Last September AT&T approached the financially struggling First Christian Church in Alexandria, Virginia, with this bargain: In return for letting the company erect a 130-foot-tall cross doubling as a cellular phone tower, the congregation would receive $18,000 annually. Residents were split: Was the money--in the words of the Reverend Tim Mabbott, who supported the idea--a "blessing from God" or simply a Faustian kickback?
Cell phones have limited range--one to eight miles, typically--so calls must be placed near a tower. This is fine if a call is made from a nearby office, but not if it's from a cab moving out of range. In this latter case, another cell phone tower must pick up the signal the way a runner takes a baton from his team-mate. Cell phone towers are often hidden in pre-existing structures--trees, water towers, even church steeples-- but this time, lacking other options, the company wanted to build a stealth site from scratch.
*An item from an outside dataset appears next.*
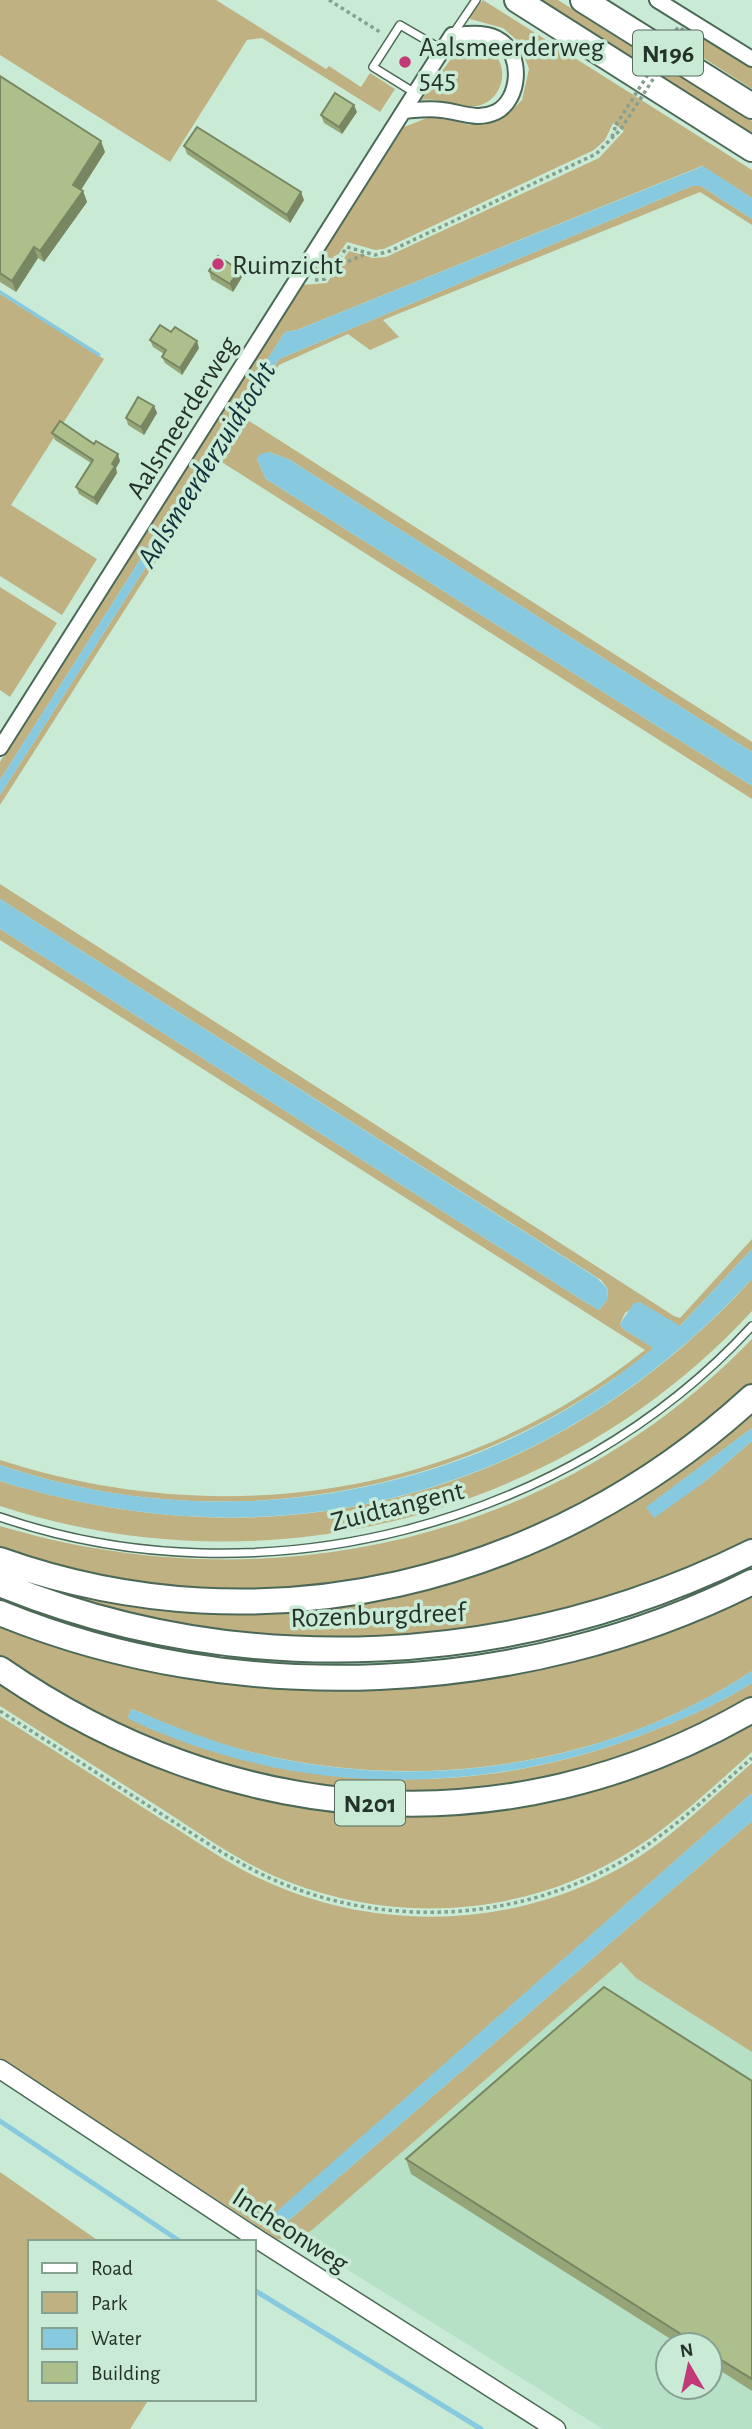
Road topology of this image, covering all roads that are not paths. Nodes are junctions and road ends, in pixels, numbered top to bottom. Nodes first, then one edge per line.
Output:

In a fit of corporate diplomacy, AT&T representatives held two community meetings to pitch their idea: a tall white cross, three feet wide, with an eight-foot-high cable box at its base. They swaggered into the church meeting. The cross seemed symbolically appropriate, a case study of win-win straight out of Negotiating 101. For the church, 18 grand meant a lot of Sunday break-fasts; for the company, the tower meant thousands of happy cell phonetoting lobbyists buzzing other lobby-ists in the high-tech corridor of northern Virginia.
But in the end, company representatives left with their tails between their legs. Though the congregation eventually voted for the proposal, "residents were highly offended by the merging of the corporate and the religious," said Alexa Graf, spokesperson for AT&T, and the company backed out.
Meanwhile, AT&T is still searching for a home for its tower: The First Baptist Church rejected it. A proposal is pending at the George Washington Masonic National Memorial but is unlikely to pass, according to Executive Secretary-Treasurer George Seghers: "I don't think we want it."
In Aldous Huxley's Brave New World, Our Ford--inventor of the first Model T--replaces Our Lord, and consumerism succeeds Christianity as the new religion: "All crosses had their tops cut and became T's." Looks like AT&T's vision of this religious-commercial complex is, for the time being, on hold.